> Supplied material

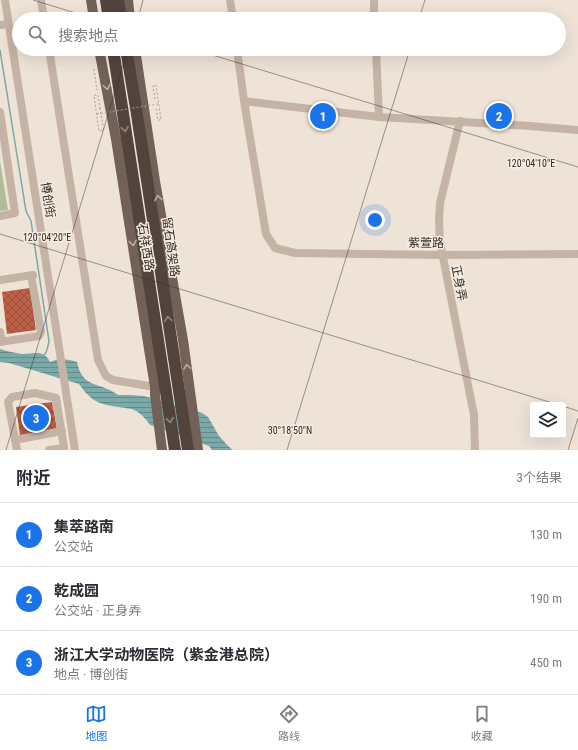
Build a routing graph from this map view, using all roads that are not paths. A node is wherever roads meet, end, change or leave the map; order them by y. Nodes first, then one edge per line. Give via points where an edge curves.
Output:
1 (6, 0) edge
2 (41, 0) edge
3 (91, 0) edge
4 (106, 0) edge
5 (118, 0) edge
6 (128, 0) edge
7 (230, 0) edge
8 (374, 0) edge
9 (43, 12) edge
10 (93, 12) edge
11 (108, 12) edge
12 (120, 12) edge
13 (129, 12) edge
14 (232, 12) edge
15 (374, 12) edge
16 (5, 24) edge
17 (12, 39) edge
18 (17, 56) edge
19 (50, 56) edge
20 (100, 56) edge
21 (115, 56) edge
22 (127, 56) edge
23 (135, 56) edge
24 (238, 56) edge
25 (376, 56) edge
26 (244, 101) junction
27 (0, 112) edge
28 (379, 117) junction
29 (460, 121) junction
30 (578, 130) edge
31 (0, 216) edge
32 (578, 254) edge
33 (442, 255) junction
34 (0, 280) edge
35 (0, 332) edge
36 (1, 342) edge
37 (159, 392) junction
38 (62, 435) junction
39 (73, 438) junction
40 (15, 440) junction
41 (192, 447) edge
42 (174, 448) edge
43 (17, 450) edge
44 (49, 450) edge
45 (75, 450) edge
46 (162, 450) edge
47 (475, 450) edge

1 - 16 street, 博创街
2 - 9 street
3 - 10 main road
4 - 11 highway
5 - 12 highway
6 - 13 main road
7 - 14 street
8 - 15 street
16 - 17 street, 博创街
18 - 39 street, 博创街
19 - 37 street via 98,360 106,376 113,380
20 -> 37 main road, 石祥西路
21 -> 37 highway
41 -> 22 highway, 留石高架路 via 180,399
41 -> 23 main road, 石祥西路 via 192,406 183,340
24 - 26 street
25 - 28 street
26 - 28 street
26 - 33 street, 紫萱路 via 266,234 275,248 295,253
27 - 31 street via 15,213
28 - 29 street
29 - 30 street
29 - 33 street, 正身弄 via 440,203
32 - 33 street, 紫萱路
33 - 47 street, 正身弄 via 474,415
34 - 36 street via 32,275 41,332 39,336 32,338
35 - 36 street
37 -> 42 highway
37 - 46 main road, 石祥西路
38 - 39 street
38 - 40 street
38 - 40 street via 56,398 35,393 12,397 8,402
38 - 44 street via 64,448
39 - 45 street, 博创街
40 - 43 street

> Problem details
From the records above, return each line that includes "highway".

> Answer box
4 - 11 highway
5 - 12 highway
21 -> 37 highway
41 -> 22 highway, 留石高架路 via 180,399
37 -> 42 highway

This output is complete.